After laboring for eleven years, it became necessary for her to seek relaxation, and, in company with friends, she took a trip through Italy. Not receiving the desired benefit, she made an excursion through Greece, then came to her home in the United States; but after a visit of a year, returned to Greece, taking her sister. They established a boarding school in connection with the day school conducted by Mrs. Hill. This school was for the higher class of girls in Athens, and to this project Baldwin, devoted much of her own private fortune until it was a success, so that practically, she became the founder of Christian female education in the country.

During 1866, when the Christians of Crete revolted against the Turkish government, many impoverished and destitute Cretans fled to Athens. Among these refugees, Baldwin labored for two or more years with great success, establishing day schools and Sunday schools, feeding the hungry, providing the women and girls with material for work, and teaching them to sew and knit, and thus giving employment to hundreds. As the Cretans returned to their home, Baldwin felt that, having spent 33 years there, her work in Greece was done, and she requested the Missionary Committee to transfer her to Jaffa —the ancient Joppa— as her nephew had been appointed consul.

===Jaffa===
The transfer was approved, and in 1869, she went to live with her sister, Ann Maury Hay, and nephew, John Baldwin Hay, to assist in the Protestant schools. She became associated with Miss Arnott, a Scotch woman, who for some time had been teaching a girls' school. Here was a great field among Jews, Greek Christians, and Muslims.
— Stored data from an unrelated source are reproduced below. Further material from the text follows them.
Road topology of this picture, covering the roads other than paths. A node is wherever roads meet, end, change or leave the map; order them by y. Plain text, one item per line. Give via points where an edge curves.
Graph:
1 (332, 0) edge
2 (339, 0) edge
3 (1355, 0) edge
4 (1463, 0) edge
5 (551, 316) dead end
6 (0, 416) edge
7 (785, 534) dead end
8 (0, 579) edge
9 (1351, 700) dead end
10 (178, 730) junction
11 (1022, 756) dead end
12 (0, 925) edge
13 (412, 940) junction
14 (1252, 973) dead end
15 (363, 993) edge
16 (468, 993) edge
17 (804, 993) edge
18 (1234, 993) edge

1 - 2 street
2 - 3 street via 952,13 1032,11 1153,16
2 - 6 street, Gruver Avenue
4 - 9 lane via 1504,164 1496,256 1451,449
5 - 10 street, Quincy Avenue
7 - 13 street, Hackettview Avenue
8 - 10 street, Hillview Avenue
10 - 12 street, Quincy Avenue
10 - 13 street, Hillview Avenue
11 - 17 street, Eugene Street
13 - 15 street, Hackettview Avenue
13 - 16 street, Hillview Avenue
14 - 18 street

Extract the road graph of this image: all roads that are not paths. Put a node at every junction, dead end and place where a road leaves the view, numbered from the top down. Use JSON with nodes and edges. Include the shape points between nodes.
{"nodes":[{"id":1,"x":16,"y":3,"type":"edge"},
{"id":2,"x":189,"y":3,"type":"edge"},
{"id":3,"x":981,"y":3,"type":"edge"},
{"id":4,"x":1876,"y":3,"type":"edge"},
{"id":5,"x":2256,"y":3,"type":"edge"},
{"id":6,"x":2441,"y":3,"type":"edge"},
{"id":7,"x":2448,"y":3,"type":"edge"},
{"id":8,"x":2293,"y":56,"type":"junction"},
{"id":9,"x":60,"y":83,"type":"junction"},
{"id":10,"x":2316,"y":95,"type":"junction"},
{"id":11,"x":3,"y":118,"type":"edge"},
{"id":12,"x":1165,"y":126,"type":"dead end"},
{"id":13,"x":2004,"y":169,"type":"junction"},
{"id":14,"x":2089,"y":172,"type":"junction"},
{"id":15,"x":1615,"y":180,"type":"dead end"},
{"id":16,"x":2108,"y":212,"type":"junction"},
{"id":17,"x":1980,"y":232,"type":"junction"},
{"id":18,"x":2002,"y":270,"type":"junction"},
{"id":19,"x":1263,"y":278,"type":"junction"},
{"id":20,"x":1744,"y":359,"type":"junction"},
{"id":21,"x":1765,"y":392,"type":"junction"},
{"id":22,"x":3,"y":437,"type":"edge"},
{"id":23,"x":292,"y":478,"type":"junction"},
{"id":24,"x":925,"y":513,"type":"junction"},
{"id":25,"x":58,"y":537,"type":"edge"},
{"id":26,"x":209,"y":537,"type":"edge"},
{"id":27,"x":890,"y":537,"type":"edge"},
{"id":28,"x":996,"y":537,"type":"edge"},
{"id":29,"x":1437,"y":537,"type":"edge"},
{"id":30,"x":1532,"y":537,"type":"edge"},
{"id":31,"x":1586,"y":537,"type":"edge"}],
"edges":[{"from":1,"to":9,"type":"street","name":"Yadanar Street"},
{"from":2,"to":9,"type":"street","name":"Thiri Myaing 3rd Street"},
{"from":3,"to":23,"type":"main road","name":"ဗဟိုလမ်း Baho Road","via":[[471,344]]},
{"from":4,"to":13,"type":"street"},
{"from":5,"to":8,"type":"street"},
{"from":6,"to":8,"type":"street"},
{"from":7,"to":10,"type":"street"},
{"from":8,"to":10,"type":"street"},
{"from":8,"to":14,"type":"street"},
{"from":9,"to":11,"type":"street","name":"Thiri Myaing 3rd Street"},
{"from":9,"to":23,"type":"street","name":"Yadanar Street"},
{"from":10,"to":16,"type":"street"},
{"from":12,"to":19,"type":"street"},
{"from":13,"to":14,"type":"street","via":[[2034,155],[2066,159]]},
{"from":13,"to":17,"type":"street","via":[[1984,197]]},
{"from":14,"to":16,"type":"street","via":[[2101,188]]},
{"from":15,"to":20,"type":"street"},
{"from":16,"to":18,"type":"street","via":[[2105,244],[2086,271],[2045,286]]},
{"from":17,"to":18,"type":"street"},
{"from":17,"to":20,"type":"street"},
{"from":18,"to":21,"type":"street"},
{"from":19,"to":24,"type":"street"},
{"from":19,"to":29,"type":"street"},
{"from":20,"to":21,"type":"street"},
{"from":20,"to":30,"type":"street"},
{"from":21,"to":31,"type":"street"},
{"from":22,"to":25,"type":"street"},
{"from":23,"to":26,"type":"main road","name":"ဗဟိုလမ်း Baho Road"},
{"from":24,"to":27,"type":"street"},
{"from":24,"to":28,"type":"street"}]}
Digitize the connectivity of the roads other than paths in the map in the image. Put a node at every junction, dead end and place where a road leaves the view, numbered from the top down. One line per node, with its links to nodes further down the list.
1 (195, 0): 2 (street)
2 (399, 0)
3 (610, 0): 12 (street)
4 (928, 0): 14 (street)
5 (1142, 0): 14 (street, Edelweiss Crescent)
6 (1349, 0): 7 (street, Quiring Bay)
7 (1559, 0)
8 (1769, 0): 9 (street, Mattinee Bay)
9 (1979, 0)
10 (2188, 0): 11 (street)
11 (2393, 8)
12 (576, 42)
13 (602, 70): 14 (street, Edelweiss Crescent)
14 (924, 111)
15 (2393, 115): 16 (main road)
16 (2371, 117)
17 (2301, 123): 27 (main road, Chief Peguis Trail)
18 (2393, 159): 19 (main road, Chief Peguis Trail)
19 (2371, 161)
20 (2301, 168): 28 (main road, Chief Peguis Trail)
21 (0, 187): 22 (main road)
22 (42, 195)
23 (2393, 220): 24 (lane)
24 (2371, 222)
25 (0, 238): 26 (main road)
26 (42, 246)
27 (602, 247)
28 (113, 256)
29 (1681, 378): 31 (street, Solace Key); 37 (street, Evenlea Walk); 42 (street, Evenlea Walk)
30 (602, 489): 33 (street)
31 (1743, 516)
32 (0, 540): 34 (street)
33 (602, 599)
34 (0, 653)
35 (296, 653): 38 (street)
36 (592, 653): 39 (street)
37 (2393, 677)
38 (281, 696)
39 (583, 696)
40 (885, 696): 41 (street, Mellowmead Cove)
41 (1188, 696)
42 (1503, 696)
She had often spoken of Palestine and was pleased when she commenced laboring in Joppa.

On account of failure in sight, she was compelled to sever her relations with Miss Arnott's school, but, after rest and medical treatment, she established a boys' school. Funds being required to put up a building, she returned, after an absence of 25 years, to the United States in 1872, and collected money for the purpose. While visiting one of the churches, she fell, meeting with a serious injury, and from the time of her fall to her death, she was seldom free from pain, day or night.

==Death and legacy==
Baldwin returned, however, to carry on, and was supremely happy in her work, the associations of Palestine having a charm for her. She died June 21, 1877, after 42 years of service. She was buried in the English cemetery in Jaffa, and friends placed over her a tombstone of Greek marble with the inscription of the verse Romans 10:12:—"For there is no difference between the Jew and the Greek: for the same Lord over all is rich unto all that call upon him." After Baldwin's death, the Joppa Mission School was renamed. Mary Baldwin Memorial School.